Someone else who features is Tom Vaughan- Lawlor who is still well known for playing Nidge in Love/Hate..
“Tom is incredible. We’re actually cousins.
“When we first met him he said, ‘You know we’re cousins?’
“I said, ‘I kind of know it’.
“But he’s so amazing to work with.
“Imogen wasn’t aware of him and she did her first scene with him and after the scene, she pulled us aside and she went, ‘Oh, my God. He is incredible’.
“So she was thinking, ‘Oh, I better bring my A game every time I’m in a room with this guy’.
“Because he’s just so compelling to watch and his delivery, and his ability with text.
“And he can just play things in terms of tone just so delicately and so lightly. It’s amazing to watch.
“You don’t have to say an awful lot to him.”
You say you weren’t interested in meeting Rose or anything like that but do you get any sense that she is aware of the project or had anything to say?
“No, and until we show this in Dublin, which we will do on 23 February at the Dublin Film Festival and I’m imagining by the end of March when it’s actually out on cinema screens, word will get back from somebody, maybe a staff member in the nursing home will say, ‘Oh, you know there’s a film partly based on your activities…’
“Yeah, I’d love to be in the room at that moment.
“But as I say, it’s not really about her.
“It’s about what she stands for and I think that was really the thing that we were most interested in.
“That she is a complicated woman.
“Yes, she did this but yes, she also did this and this.
“And yes, she was prepared to kill Donal but she was also willing to talk to a young boy about the the poor woman in the painting, ‘Why doesn’t she have a better life?’
“Why is it just wealthy people that have better lives?
“So you want to present somebody in all that complexity, and then you’re not doing justice to her, because that just sounds like it’s all about her, you’re trying to do justice to human beings.
“A quick, easy thing is to say that anybody involved in climate activism is a thug, but I think it’s more complicated than that.
“Nelson Mandela was outcast as a terrorist but maybe it was more complicated than that.
“And as time went by, that has been proven to be the case.
“But not everyone gets a fair hearing.
“We’re not so worried about Hitler, that’s fine.
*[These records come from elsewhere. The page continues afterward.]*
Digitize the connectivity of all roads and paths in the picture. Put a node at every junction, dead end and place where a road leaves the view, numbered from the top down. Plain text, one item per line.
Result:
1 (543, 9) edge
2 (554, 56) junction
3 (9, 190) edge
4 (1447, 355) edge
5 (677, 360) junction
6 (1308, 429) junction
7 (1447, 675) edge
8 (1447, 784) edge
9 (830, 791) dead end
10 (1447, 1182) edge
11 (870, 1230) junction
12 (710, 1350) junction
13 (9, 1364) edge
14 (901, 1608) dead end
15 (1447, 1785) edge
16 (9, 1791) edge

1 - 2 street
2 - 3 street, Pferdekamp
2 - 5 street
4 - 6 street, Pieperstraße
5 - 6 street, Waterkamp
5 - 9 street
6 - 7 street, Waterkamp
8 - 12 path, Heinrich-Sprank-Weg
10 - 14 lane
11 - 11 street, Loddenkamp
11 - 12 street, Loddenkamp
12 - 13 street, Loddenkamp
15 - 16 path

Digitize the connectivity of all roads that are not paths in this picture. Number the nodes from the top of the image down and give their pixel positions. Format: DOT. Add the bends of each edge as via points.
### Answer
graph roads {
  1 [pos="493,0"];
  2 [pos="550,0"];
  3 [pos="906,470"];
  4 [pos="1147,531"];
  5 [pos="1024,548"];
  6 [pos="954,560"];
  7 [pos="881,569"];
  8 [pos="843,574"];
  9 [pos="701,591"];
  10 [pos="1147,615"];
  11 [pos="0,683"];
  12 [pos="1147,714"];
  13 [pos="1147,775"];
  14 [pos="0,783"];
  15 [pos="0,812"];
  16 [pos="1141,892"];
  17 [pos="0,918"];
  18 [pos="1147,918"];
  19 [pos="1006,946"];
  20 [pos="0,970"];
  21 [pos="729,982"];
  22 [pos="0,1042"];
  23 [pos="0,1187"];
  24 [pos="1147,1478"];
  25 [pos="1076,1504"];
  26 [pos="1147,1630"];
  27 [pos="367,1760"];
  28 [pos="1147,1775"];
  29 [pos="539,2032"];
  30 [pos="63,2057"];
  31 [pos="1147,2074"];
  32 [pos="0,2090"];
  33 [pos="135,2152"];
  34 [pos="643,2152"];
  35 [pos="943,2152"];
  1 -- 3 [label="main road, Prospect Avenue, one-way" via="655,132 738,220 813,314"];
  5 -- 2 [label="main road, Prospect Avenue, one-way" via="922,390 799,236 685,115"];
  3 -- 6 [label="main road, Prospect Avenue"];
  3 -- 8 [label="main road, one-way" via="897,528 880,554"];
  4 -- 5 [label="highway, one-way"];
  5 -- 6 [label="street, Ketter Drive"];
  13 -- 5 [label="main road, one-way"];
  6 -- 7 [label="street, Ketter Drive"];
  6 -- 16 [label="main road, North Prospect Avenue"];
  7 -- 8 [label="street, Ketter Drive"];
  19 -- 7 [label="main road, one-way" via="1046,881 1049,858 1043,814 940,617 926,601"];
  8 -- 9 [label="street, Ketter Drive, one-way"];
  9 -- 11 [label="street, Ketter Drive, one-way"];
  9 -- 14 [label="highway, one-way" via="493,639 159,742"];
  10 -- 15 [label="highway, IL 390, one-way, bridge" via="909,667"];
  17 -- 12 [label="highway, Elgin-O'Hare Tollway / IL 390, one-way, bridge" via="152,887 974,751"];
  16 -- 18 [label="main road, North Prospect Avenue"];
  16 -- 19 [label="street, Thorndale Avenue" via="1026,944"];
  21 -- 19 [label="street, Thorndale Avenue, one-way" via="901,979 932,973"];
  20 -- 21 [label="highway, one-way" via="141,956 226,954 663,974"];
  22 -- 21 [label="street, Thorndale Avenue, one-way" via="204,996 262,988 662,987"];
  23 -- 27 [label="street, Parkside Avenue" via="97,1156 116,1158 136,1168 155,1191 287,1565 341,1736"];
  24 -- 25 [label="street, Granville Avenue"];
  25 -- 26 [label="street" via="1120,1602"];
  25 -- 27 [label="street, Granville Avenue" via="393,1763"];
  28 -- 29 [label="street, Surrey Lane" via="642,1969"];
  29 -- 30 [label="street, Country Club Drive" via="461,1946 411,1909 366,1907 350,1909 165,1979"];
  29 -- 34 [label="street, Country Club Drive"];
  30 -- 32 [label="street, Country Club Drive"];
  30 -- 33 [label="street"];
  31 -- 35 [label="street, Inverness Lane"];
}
Hitler had no redeeming qualities.
“But there are certain struggles and certain peoples that we need to think about a little bit more carefully. Others we don’t, but some we do.
“So we can’t always have knee jerk reactions.
“And I do think it’s too easy to damn her and not think about other aspects and think about that story a little bit more in the social and political climate that it was in which as I say, has a lot to teach us today.
“This was a forgotten story from the 70s that I think we can learn a lot from.
“I’m old enough to remember it from when it actually was happening, because I would have been about 11.
“But I guess what I didn’t know was where she came from. I just knew that figure but what I didn’t know was this wealthy heiress who gave all her money away, who’d worked in the Department of the Treasury in the UK, and was very instrumental in developing economic policies to help developing countries manage debt and get debt relief.
“So an amazing thinker and somebody who could contribute a lot.
“But it was just the realisation that slowly this radicalization took over
“But you have to see it all as one and not separate that out.
“Because we can change as people, we can go from one thing into another.
“So it was just to learn how complex she was, was the thing that it took me I took away from it.”
The London Breeze Film Festival is holding a special preview screening of Baltimore followed by a live Q&A with writers and directors Christine Molloy and Joe Lawlor who will also be joined by actor, Dermot Crowley.
The screening takes place at Riverside Studios, Hammersmith at 7.30pm on Wednesday 28 February.